The mosaic character and the dominance of the little girl's point of view, however, result in a degree of deficiency and unevenness in the characterisation of certain figures. We learn nothing, for instance, about the father's death, though it would be a crucial element in the social orientation of the family; it is odd, too, that no mention of him is made between mother and daughter, not even when they visit the cemetery on All Souls' Eve. The only exception is in the last but one part, "The Escape", to which I shall return. We learn most about Bartha from his diary entries in which he analyses his own character (or the lack of it), with almost compulsive thoroughness. We do not really know much about the mother, though she is the protagonist. We can only guess that her unhappiness is explained by her moral fastidiousness, which other people sense as somewhat rigid and excessive. But we have no chance really to form an opinion about it; the mother figure remains just as enigmatic for the reader as she was in her daughter's eye at the beginning of the novel. "Everything that is mysterious and elicits solemn enthusiasm [.] is attached to her mother, is nurtured from her existence, and what is more, is in one way or another, identical with her." An unexpected re-positioning of the narrative towards the ending, when Piroska recalls, without any preparation, her mother's death agony twenty years later, is no help either. The dying woman, who physically is looking again like the mother of her childhood, is as unfathomable and enigmatic for the daughter - and the reader - as she was in those childhood years. What is unchanging is the guilty conscience of the daughter who feels she is a burden to her.
This guilty conscience is dissolved in the wonderful wishful vision of "The Escape", when the four people who belong together, mother, daughter, grandmother and the old nanny, Nenne, together with a cat whom they thought had long been gone astray, leave the country that has become a prison - and a form of existence poisoned by fear and anxiety. "It was as though someone had plucked the fear from her body with a single determined motion and exultant, crazy pleasure surged in to the vacant place, and it made her laugh out aloud." On the other shore, in that other existence devoid of fear, the father has waited for them "for days now", as the daughter hears her mother say. Poetically, it is an excellent solution that the father's face is not revealed in the vision, it is only the movement of his hand circling with an electric torch we see together with the daughter.
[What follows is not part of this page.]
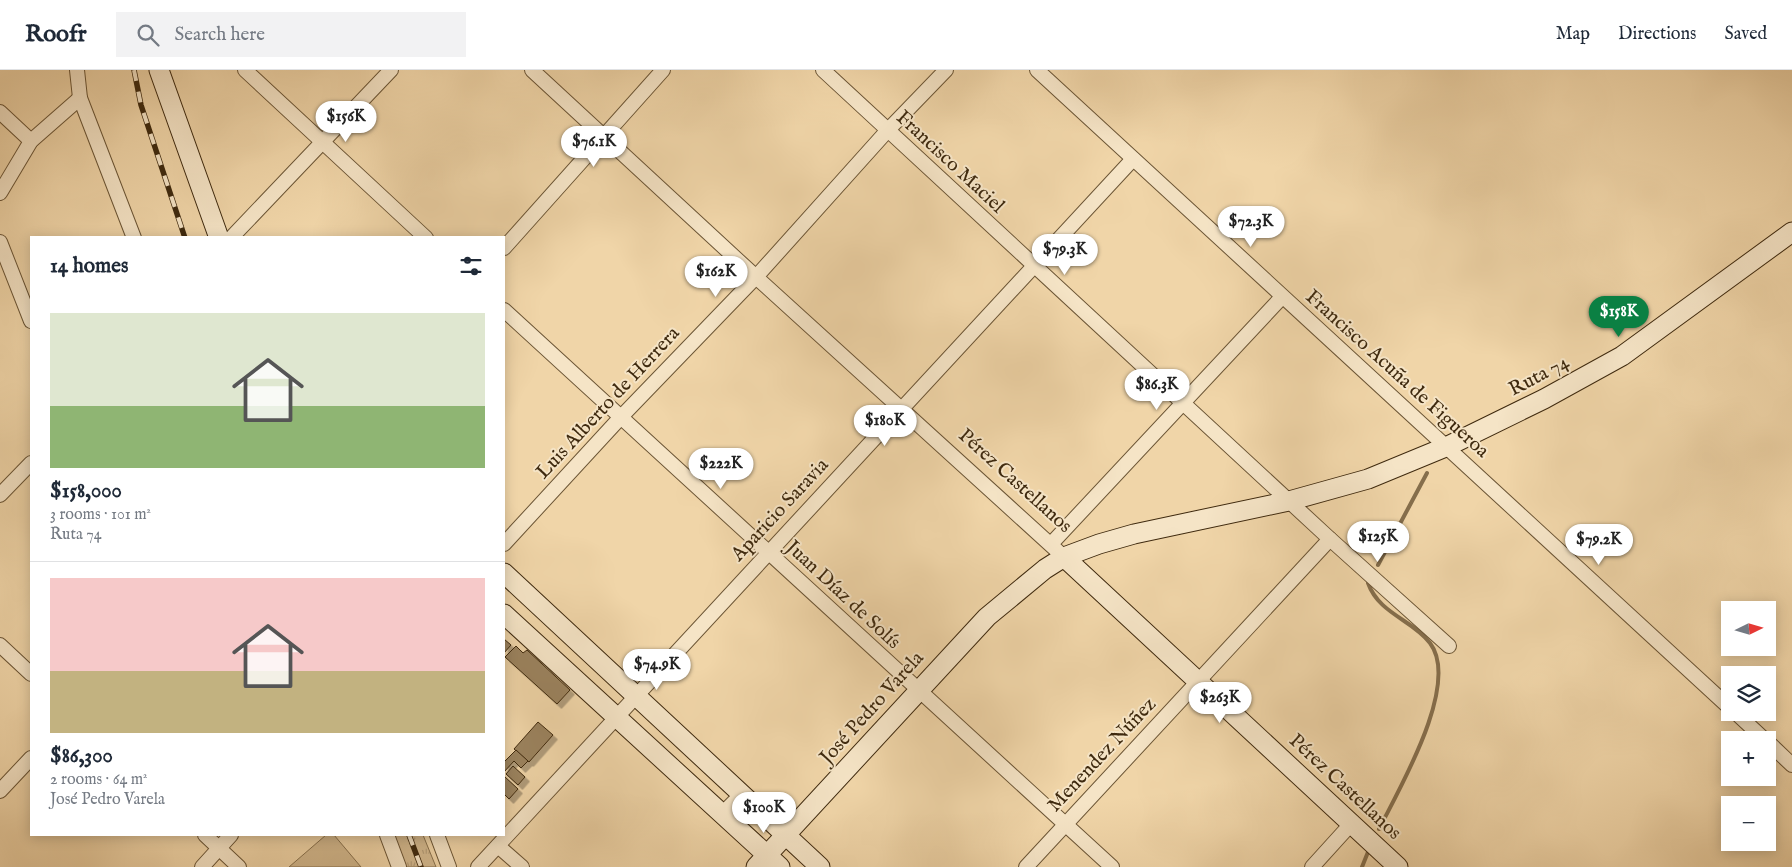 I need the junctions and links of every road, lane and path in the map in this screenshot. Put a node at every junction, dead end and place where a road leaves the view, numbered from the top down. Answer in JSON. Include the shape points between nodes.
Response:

The closing sentence of the chapter is also masterly in its simplicity: "It was the cat to jump first on the shore." This would have made a worthy ending to the novel as a whole. Rakovszky, however, deemed it necessary to attach the ironic and grotesque chapter "Life in Space". The mosaic character thus becomes even more emphatic, and the reader turns back to the beginning of the novel because he sees episodes, which he thought he had understood, in a new light now.
The Year of the Falling Star is a work that deserves to be read more than once.
It is a genuine contemporary novel, postmodern in a way that it is not subjected to any of the constraints of what is called 'modernity'. Despite some debatable solutions, the work may well have an important role in the realignment of a genre in which a number of significant works have appeared. It may even open up new perspectives for the genre.

Gergely Angyalosi
heads the Department for Modern Hungarian Literature at the Institute for Literary History of the Hungarian Academy of Sciences. He is also Head of the Department of Aesthetics at Kossuth University, Debrecen. His fields of research are Hungarian literary scholarship in the twentieth century and recent trends in French philosophy and aesthetics.